■ Required action
Return every record below exactly as written, but leave out the pictures.

-- Dataset records follows --

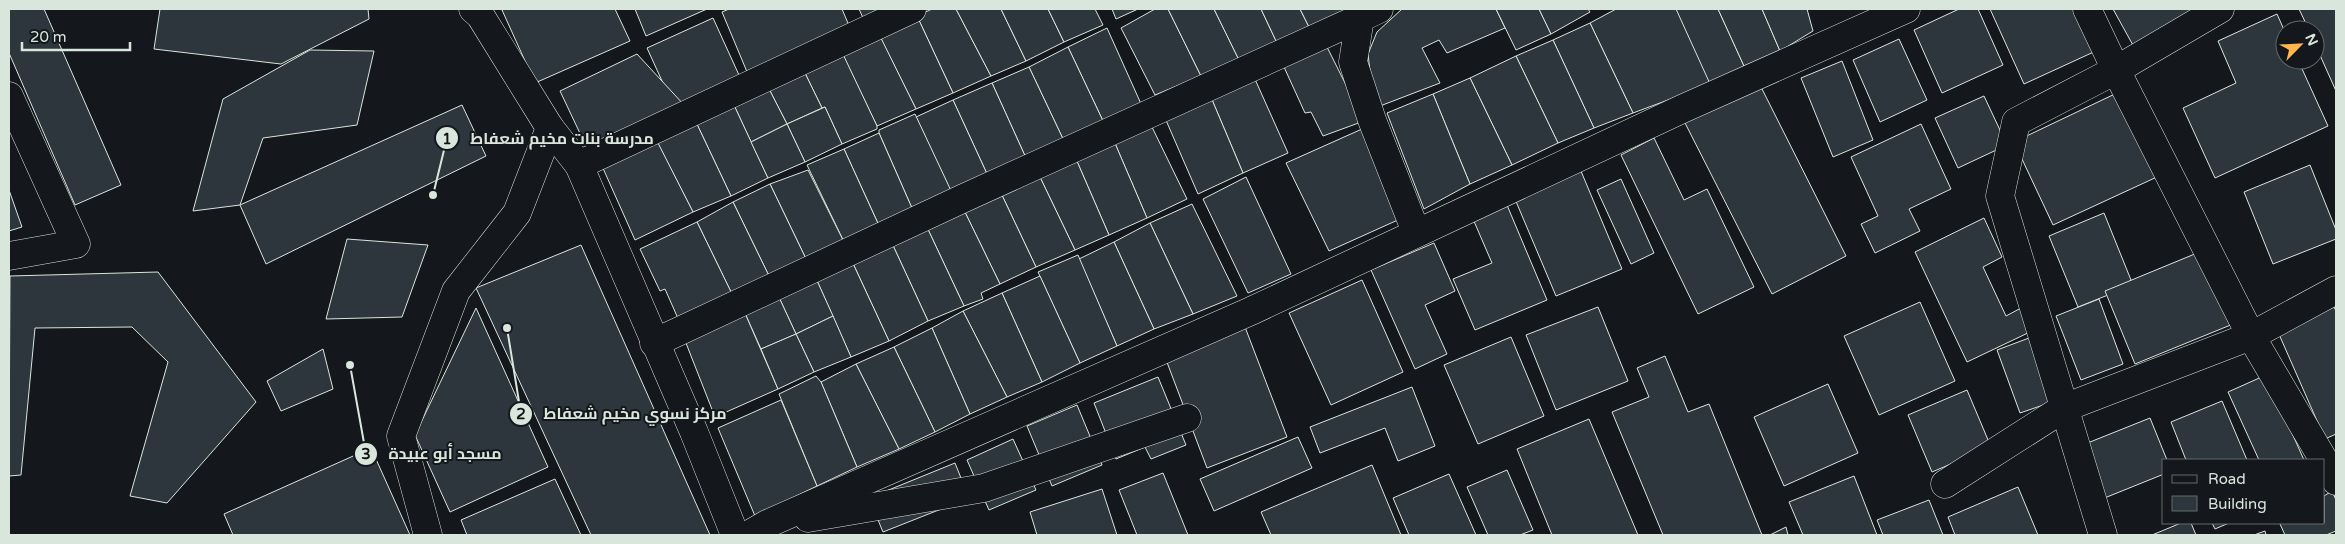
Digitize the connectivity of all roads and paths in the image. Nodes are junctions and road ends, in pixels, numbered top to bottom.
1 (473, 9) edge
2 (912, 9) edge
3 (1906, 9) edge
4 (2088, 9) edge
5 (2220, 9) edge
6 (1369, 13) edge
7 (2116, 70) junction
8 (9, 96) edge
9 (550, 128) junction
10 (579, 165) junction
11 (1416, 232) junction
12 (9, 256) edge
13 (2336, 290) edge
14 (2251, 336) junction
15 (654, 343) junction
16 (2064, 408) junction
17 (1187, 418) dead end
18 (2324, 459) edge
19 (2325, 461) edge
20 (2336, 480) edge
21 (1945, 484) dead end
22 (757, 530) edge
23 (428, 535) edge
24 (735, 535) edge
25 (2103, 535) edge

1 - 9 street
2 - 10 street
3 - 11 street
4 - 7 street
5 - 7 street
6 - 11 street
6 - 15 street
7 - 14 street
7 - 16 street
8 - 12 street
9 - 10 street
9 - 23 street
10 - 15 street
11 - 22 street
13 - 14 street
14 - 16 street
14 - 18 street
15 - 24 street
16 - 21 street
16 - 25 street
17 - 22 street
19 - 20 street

-- Dataset records concluded --

■ Problem solution
Digitize the connectivity of all roads and paths in the image. Nodes are junctions and road ends, in pixels, numbered top to bottom.
1 (473, 9) edge
2 (912, 9) edge
3 (1906, 9) edge
4 (2088, 9) edge
5 (2220, 9) edge
6 (1369, 13) edge
7 (2116, 70) junction
8 (9, 96) edge
9 (550, 128) junction
10 (579, 165) junction
11 (1416, 232) junction
12 (9, 256) edge
13 (2336, 290) edge
14 (2251, 336) junction
15 (654, 343) junction
16 (2064, 408) junction
17 (1187, 418) dead end
18 (2324, 459) edge
19 (2325, 461) edge
20 (2336, 480) edge
21 (1945, 484) dead end
22 (757, 530) edge
23 (428, 535) edge
24 (735, 535) edge
25 (2103, 535) edge

1 - 9 street
2 - 10 street
3 - 11 street
4 - 7 street
5 - 7 street
6 - 11 street
6 - 15 street
7 - 14 street
7 - 16 street
8 - 12 street
9 - 10 street
9 - 23 street
10 - 15 street
11 - 22 street
13 - 14 street
14 - 16 street
14 - 18 street
15 - 24 street
16 - 21 street
16 - 25 street
17 - 22 street
19 - 20 street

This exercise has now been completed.